Selove asserted that sound financial decisions are the best defense against tough times. “When we look at our clients and they have soft years, we understand that. What we focus our attention on is the balance sheet. The key thing is the debt level. We can ride it out if customers focus on their debt levels and don’t incur too much debt and leverage themselves out. The key is we can ride this out. So there’s no reason to panic.”

FAIR TRADE GAINS TRACTION
The sessions closed with an impassioned seminar about fair trade jewelry. While the definition of what constitutes fair trade varies and standards for gems and jewelry are still in their infancy, shoppers are showing increased interest in socially conscious products, and the profit potential looks promising. A recent survey of 4,000 consumers by MVI Marketing found that 29 percent would buy more jewelry if they knew it was fair trade and 28 percent would shop fair trade whenever possible, suggesting the niche could make an effective tool for differentiation from the competition.
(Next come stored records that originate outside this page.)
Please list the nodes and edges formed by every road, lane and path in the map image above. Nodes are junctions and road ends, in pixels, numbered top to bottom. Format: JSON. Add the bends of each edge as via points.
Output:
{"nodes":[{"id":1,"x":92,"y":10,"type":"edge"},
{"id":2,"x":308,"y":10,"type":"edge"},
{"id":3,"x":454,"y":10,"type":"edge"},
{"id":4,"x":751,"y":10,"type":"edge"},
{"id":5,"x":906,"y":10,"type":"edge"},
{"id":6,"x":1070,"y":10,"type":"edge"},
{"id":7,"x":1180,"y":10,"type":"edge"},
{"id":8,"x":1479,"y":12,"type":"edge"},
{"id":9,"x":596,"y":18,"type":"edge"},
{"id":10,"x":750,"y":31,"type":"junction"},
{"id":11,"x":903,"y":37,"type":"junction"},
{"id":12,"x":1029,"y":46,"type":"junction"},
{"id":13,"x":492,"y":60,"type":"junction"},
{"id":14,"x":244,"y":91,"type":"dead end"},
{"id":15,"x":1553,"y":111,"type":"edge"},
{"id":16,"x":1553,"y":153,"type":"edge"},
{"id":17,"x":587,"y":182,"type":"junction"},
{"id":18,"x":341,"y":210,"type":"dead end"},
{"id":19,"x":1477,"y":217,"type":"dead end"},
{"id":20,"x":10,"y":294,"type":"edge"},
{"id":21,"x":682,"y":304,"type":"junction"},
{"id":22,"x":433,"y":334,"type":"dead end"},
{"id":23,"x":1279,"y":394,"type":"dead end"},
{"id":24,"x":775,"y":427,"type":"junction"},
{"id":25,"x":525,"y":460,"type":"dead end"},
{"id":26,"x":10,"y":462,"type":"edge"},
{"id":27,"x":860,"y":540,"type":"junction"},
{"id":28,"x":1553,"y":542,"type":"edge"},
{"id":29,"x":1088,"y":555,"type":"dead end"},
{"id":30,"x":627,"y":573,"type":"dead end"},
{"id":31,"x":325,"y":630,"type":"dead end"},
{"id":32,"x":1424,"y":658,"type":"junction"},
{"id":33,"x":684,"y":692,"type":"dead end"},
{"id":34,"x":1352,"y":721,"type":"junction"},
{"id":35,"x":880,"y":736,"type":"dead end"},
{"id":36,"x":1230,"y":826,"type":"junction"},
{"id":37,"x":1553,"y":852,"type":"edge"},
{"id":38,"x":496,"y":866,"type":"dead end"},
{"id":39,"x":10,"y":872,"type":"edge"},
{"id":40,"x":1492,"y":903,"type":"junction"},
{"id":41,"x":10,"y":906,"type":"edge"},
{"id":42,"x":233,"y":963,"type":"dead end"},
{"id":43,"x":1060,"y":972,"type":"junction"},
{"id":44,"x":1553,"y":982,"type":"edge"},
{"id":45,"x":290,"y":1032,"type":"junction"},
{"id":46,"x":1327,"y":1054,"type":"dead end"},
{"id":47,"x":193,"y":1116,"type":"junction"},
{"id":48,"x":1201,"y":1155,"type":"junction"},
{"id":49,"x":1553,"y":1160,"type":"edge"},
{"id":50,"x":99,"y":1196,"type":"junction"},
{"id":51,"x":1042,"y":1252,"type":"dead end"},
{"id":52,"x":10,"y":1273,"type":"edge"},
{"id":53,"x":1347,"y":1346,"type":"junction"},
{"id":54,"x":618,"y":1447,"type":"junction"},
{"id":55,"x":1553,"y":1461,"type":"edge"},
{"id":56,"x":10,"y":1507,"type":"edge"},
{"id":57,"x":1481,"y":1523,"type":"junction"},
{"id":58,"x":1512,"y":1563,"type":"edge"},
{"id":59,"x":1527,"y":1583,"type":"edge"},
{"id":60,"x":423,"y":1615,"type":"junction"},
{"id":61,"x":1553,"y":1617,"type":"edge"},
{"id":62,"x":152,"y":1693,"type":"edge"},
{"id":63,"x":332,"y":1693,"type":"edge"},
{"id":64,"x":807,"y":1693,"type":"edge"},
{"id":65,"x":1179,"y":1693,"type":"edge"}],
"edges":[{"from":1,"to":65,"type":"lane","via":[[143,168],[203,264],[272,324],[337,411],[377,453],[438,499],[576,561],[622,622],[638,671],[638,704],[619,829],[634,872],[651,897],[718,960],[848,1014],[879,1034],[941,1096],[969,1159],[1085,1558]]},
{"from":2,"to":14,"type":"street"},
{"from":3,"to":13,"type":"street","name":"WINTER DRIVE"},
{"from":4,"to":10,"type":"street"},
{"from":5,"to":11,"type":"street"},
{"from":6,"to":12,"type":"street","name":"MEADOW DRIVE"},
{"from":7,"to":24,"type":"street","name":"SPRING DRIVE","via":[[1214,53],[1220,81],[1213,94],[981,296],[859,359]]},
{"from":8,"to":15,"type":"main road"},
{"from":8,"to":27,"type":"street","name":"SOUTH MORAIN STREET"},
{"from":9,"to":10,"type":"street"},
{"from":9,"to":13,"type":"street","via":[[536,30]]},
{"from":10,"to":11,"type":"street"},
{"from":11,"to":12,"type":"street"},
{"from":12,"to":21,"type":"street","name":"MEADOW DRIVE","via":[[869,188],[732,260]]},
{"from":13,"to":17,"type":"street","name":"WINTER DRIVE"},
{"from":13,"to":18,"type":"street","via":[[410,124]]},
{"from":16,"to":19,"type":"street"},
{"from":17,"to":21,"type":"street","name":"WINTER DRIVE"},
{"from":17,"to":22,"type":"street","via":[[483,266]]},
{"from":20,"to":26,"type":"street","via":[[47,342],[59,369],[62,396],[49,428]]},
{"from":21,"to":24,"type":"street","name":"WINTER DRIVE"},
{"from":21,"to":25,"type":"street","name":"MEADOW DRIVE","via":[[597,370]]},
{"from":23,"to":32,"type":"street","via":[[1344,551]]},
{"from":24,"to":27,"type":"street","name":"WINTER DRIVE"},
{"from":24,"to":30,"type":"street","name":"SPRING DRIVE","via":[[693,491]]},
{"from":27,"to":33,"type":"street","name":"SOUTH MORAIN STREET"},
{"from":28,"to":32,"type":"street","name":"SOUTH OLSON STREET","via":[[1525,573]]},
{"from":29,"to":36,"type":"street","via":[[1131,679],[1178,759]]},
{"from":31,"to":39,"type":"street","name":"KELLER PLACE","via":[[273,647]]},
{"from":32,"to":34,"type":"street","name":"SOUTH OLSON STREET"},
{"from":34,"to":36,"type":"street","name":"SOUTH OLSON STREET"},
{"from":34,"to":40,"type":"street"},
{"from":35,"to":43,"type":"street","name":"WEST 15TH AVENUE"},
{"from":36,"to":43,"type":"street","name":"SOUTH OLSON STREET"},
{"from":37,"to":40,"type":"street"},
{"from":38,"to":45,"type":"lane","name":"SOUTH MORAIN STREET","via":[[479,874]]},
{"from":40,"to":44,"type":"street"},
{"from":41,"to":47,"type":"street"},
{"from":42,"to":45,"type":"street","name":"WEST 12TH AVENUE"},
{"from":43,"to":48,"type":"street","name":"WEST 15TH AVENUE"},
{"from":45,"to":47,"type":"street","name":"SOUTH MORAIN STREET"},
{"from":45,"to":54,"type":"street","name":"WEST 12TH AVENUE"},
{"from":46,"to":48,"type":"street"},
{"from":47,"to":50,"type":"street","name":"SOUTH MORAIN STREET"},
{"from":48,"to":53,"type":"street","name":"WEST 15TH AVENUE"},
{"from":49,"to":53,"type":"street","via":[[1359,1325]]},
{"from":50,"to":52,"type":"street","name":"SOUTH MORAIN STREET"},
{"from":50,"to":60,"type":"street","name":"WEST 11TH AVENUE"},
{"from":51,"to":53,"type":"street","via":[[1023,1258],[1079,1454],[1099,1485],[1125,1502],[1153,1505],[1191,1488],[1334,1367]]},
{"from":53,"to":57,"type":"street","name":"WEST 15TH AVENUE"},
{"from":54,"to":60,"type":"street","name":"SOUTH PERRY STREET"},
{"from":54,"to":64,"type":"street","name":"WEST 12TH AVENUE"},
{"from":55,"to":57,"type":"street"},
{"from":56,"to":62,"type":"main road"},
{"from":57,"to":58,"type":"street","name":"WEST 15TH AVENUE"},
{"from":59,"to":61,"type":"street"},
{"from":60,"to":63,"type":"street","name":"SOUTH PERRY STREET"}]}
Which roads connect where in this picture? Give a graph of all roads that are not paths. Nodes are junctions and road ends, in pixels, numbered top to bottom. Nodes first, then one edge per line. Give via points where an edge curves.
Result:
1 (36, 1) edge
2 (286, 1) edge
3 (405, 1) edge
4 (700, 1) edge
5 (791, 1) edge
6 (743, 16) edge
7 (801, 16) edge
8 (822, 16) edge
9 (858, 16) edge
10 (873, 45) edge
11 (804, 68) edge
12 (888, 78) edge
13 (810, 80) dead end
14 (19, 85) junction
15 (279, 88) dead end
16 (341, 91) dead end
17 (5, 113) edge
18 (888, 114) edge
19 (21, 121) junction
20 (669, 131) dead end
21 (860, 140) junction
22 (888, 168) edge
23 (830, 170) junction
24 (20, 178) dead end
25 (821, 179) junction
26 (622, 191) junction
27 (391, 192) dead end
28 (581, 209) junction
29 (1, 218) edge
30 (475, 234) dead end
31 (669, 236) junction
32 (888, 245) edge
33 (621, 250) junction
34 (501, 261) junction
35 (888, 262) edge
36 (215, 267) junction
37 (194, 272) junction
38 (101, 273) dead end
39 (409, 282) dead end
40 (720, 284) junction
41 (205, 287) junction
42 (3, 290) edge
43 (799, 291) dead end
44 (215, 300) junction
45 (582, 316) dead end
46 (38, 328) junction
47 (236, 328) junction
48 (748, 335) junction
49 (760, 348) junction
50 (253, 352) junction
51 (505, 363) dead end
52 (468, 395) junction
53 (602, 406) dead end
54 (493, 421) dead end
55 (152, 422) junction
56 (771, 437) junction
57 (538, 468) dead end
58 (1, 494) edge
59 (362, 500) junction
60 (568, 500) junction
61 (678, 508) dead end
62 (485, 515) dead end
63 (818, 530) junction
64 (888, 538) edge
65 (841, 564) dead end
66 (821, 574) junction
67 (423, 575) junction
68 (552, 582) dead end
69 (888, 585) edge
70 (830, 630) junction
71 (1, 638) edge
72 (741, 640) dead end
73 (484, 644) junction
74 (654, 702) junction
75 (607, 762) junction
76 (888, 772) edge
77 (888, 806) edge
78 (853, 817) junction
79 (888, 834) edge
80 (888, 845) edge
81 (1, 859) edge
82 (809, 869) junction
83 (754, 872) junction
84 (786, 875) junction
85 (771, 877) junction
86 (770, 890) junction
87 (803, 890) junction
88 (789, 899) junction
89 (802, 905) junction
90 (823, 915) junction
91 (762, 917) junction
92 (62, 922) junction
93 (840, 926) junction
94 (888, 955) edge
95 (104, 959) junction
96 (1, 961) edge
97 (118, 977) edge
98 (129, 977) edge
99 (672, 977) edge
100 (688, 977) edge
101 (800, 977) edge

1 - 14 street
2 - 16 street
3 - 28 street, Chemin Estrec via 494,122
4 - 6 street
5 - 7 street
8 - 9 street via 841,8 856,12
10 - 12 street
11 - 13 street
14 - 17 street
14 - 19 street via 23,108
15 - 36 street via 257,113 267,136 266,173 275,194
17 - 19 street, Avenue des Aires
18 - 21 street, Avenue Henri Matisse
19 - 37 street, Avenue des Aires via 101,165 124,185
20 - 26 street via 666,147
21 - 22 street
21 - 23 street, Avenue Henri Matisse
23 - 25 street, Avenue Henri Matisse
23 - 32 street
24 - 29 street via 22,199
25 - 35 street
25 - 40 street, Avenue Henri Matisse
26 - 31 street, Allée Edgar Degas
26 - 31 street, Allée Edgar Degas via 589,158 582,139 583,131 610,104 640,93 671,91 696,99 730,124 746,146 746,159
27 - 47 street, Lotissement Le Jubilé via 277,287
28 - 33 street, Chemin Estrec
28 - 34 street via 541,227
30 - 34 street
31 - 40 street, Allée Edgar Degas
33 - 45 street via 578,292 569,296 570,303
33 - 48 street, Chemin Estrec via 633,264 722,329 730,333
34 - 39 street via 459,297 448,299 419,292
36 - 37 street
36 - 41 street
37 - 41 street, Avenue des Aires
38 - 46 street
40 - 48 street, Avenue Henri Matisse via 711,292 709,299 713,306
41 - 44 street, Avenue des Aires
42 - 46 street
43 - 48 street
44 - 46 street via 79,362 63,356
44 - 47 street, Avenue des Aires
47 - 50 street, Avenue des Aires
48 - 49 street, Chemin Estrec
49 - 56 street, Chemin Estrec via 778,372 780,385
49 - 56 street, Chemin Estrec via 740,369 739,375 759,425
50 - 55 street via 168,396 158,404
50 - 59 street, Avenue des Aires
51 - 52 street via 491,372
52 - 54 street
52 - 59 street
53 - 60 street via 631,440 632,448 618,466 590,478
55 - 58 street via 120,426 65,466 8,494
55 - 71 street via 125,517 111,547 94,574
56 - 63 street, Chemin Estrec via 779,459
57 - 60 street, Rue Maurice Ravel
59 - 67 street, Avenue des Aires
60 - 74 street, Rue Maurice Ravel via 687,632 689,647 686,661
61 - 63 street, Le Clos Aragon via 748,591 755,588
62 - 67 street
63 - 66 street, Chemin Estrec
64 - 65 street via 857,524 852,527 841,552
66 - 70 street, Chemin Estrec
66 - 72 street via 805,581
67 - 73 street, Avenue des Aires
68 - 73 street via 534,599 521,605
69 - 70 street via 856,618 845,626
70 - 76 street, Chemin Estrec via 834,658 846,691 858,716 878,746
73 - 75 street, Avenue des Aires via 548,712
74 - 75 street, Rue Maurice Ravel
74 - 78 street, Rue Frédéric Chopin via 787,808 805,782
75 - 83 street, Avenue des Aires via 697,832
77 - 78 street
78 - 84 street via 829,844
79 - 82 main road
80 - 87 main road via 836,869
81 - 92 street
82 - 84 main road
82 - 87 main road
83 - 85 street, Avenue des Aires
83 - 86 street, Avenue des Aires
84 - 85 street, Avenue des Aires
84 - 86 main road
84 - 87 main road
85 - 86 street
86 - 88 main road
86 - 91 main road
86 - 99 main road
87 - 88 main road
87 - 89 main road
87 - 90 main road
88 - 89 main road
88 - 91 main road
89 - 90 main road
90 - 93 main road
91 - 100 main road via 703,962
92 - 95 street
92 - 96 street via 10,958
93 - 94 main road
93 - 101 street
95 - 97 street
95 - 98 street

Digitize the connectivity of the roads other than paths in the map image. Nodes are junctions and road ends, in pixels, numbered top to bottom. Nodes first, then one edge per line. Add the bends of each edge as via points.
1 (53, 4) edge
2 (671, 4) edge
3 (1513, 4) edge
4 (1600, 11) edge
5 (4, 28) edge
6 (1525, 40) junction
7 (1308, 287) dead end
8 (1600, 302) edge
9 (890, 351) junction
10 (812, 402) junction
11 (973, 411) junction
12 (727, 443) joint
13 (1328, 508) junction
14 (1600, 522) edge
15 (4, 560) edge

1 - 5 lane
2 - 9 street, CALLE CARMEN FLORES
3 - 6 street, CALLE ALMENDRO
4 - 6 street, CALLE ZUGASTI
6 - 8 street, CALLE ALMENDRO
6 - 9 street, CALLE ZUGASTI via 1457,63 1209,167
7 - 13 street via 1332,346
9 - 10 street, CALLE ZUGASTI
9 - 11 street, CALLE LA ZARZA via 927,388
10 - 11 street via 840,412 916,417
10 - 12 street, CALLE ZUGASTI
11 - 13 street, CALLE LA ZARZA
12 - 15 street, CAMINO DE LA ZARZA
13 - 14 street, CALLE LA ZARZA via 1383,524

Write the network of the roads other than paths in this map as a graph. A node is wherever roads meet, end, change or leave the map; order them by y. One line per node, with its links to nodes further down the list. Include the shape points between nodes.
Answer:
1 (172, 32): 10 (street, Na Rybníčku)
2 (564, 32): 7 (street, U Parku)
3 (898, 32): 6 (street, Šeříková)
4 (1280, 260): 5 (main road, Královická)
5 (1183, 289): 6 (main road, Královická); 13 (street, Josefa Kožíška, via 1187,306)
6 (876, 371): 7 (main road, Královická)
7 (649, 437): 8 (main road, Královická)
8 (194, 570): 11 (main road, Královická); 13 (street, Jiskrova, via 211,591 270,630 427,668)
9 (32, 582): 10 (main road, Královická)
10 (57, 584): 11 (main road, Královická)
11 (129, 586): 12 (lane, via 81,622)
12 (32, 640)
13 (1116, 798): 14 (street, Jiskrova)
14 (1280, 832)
“We’re really talking about paying a very small premium for this. Sometimes it costs more and sometimes it doesn’t,” stated Eric Braunwart, president and chief executive officer (CEO) of Columbia Gem House, a gemstone mining, cutting and marketing company in Vancouver, Washington.

SETTING STANDARDS
There are currently two organizations certifying all fair trade. The International Fair Trade Association (IFAT) gives a mark to producers and certifies craft jewelry, while the Fairtrade Labelling Organization International (FLO) certifies products. FLO has a pilot project for fair trade certified gold and is working on a feasibility study for fair trade certified diamonds. In the absence of third-party certification, panelists stated that producers and retailers should publish their fair trade standards for customers to review on their own.

Luckily, companies that sell fair trade jewelry have their own watchdog — the consumer. “If I make a claim that’s false, then my whole reputation is shot. In today’s climate, lying is such a huge risk,” noted Marc Choyt, president of Reflective Images, a designer jewelry company based in Santa Fe, New Mexico.

Peggy Jo Donahue, director of public affairs for Jewelers of America (JA), urged retailers and manufacturers interested in fair trade to join the Listserv at madisondialogue.org to discuss best practices and certification issues.